WORK TO COMPLETE —
Where in the entries below does "lane" appear? Copy every line that has it.

Stored data entries:
____________________

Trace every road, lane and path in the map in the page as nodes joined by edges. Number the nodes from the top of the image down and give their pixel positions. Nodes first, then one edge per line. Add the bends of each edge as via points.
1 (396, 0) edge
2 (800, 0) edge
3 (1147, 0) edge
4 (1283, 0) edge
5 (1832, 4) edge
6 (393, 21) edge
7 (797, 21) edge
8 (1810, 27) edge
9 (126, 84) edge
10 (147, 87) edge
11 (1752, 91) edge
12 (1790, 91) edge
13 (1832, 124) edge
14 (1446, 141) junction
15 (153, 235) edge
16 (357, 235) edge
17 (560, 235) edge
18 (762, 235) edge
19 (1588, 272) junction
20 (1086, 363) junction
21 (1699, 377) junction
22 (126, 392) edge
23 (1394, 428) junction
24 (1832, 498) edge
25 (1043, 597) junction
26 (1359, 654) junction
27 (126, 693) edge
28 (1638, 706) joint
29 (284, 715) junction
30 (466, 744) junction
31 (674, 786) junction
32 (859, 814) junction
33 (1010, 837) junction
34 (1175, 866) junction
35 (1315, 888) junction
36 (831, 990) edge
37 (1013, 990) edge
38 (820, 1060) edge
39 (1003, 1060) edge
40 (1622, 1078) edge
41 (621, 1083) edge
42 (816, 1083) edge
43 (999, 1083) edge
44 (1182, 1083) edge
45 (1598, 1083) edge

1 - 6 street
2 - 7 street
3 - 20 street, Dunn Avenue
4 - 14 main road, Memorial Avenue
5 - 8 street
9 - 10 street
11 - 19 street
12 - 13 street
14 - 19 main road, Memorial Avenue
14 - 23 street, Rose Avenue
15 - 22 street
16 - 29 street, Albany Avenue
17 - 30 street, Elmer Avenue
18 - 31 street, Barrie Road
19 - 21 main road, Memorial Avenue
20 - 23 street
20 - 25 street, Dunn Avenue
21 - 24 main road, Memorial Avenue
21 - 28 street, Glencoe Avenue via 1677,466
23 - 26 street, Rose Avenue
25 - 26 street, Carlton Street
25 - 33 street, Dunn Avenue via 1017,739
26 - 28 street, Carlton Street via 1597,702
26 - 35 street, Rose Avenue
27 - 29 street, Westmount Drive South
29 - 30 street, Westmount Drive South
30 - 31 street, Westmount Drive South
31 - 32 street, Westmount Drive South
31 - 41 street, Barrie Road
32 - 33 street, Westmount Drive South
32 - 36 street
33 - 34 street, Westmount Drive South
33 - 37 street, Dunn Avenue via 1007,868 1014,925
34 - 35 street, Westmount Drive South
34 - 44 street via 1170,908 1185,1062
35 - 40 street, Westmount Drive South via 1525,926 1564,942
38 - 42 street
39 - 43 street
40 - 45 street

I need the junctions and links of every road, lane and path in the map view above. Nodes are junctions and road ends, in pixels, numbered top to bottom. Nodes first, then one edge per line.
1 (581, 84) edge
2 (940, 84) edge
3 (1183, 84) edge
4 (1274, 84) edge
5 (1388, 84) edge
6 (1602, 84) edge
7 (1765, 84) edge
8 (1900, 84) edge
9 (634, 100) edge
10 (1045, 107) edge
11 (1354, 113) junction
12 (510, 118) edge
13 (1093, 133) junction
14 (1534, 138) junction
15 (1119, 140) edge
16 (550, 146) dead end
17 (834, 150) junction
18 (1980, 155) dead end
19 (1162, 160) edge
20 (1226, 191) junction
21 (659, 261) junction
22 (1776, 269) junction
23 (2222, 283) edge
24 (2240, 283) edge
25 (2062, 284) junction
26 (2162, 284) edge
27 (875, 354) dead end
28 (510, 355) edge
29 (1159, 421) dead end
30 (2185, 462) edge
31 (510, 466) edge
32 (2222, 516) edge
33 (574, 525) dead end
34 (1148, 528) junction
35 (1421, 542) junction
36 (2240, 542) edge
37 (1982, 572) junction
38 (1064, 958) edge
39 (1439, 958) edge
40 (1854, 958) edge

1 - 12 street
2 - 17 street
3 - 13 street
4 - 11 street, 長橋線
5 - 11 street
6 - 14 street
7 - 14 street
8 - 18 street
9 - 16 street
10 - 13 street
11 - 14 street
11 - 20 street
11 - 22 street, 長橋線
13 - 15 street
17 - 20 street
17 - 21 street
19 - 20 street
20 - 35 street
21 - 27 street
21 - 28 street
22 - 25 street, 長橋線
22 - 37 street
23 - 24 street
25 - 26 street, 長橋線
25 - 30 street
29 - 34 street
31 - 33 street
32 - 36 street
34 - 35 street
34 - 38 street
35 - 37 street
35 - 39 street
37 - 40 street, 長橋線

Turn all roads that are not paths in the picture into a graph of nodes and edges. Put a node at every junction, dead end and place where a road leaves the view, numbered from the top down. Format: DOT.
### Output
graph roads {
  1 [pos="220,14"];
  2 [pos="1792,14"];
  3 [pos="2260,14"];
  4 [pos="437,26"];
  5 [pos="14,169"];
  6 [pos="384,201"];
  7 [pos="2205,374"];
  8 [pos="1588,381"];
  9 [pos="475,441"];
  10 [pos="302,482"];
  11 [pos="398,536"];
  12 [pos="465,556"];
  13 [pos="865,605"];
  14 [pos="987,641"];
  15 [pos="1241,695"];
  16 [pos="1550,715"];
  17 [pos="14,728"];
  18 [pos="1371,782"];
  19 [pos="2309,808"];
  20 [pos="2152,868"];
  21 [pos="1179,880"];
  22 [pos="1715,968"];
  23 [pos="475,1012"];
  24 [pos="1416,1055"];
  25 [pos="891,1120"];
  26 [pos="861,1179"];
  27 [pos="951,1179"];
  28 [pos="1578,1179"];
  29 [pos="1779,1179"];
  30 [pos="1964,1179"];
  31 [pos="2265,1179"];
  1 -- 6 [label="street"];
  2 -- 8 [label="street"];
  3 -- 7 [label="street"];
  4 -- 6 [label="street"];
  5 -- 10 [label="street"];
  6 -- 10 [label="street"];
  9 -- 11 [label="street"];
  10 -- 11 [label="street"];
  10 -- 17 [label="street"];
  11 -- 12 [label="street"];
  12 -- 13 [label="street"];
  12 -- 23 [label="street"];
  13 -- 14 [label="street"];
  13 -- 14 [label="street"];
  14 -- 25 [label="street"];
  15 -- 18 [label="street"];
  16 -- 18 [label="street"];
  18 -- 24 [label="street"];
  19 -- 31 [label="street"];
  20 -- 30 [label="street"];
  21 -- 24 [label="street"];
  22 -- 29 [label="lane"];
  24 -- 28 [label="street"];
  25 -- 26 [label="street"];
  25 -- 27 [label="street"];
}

____________________

ANSWER AREA —
Trace every road, lane and path in the map in the page as nodes joined by edges. Number the nodes from the top of the image down and give their pixel positions. Nodes first, then one edge per line. Add the bends of each edge as via points.
I need the junctions and links of every road, lane and path in the map view above. Nodes are junctions and road ends, in pixels, numbered top to bottom. Nodes first, then one edge per line.
  22 -- 29 [label="lane"];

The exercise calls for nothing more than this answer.